Ok, here are some pictures of the happy couple in their new home!!






Evey's tongue is so funny in this one!






They are adorable...I think they truly love each other now!


----------



## XxMontanaxX (Jan 20, 2008)

Awww they make such a cute couple!!!

Like...a vanilla icecream with chocolate fudge and peanut butter.


----------



## Evey (Jan 21, 2008)

*XxMontanaxX wrote: *


> Awww they make such a cute couple!!!
> 
> Like...a vanilla icecream with chocolate fudge and peanut butter.

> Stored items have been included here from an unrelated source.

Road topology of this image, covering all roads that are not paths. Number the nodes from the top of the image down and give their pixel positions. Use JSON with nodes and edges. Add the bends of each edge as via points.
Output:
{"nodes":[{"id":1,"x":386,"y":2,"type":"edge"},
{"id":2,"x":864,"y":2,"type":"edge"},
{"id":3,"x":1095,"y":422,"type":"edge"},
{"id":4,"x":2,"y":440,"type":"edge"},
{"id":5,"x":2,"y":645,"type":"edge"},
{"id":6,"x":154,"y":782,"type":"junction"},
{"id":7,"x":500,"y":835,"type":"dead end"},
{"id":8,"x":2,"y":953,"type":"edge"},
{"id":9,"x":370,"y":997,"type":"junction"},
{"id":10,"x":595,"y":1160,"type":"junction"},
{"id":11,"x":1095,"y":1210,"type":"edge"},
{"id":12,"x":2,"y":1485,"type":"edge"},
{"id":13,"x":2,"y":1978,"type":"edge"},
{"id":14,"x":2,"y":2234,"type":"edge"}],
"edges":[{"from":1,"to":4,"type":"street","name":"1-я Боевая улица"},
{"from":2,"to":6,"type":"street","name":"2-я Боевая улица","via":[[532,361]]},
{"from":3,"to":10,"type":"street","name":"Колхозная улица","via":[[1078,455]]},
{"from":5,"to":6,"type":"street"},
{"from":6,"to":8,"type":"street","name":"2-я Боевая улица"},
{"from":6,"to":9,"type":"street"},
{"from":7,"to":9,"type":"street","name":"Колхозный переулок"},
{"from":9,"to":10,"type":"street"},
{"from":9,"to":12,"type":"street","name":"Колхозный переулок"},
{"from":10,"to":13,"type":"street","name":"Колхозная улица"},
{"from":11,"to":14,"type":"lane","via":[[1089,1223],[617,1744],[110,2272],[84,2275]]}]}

LOL! I haven't thought of that one before...they _do_ look good together!


----------



## Evey (Feb 17, 2008)

Here are some more pictures of Mr. Evey and Duchess...they were extra lovey-dovey for Valentine's Day...











Enjoy!

Kathy


----------



## XxMontanaxX (Feb 17, 2008)

Awww I love snuggley bunnies.


----------



## kirst3buns (Feb 19, 2008)

They are so cute! I'm going to have to start working on bonding again with my two.


----------



## Wabbitdad12 (Jun 30, 2009)

They are adorable!


----------



## Yield (Aug 8, 2010)

Aww you have adorable bunnies x3
I want theemmm <3


----------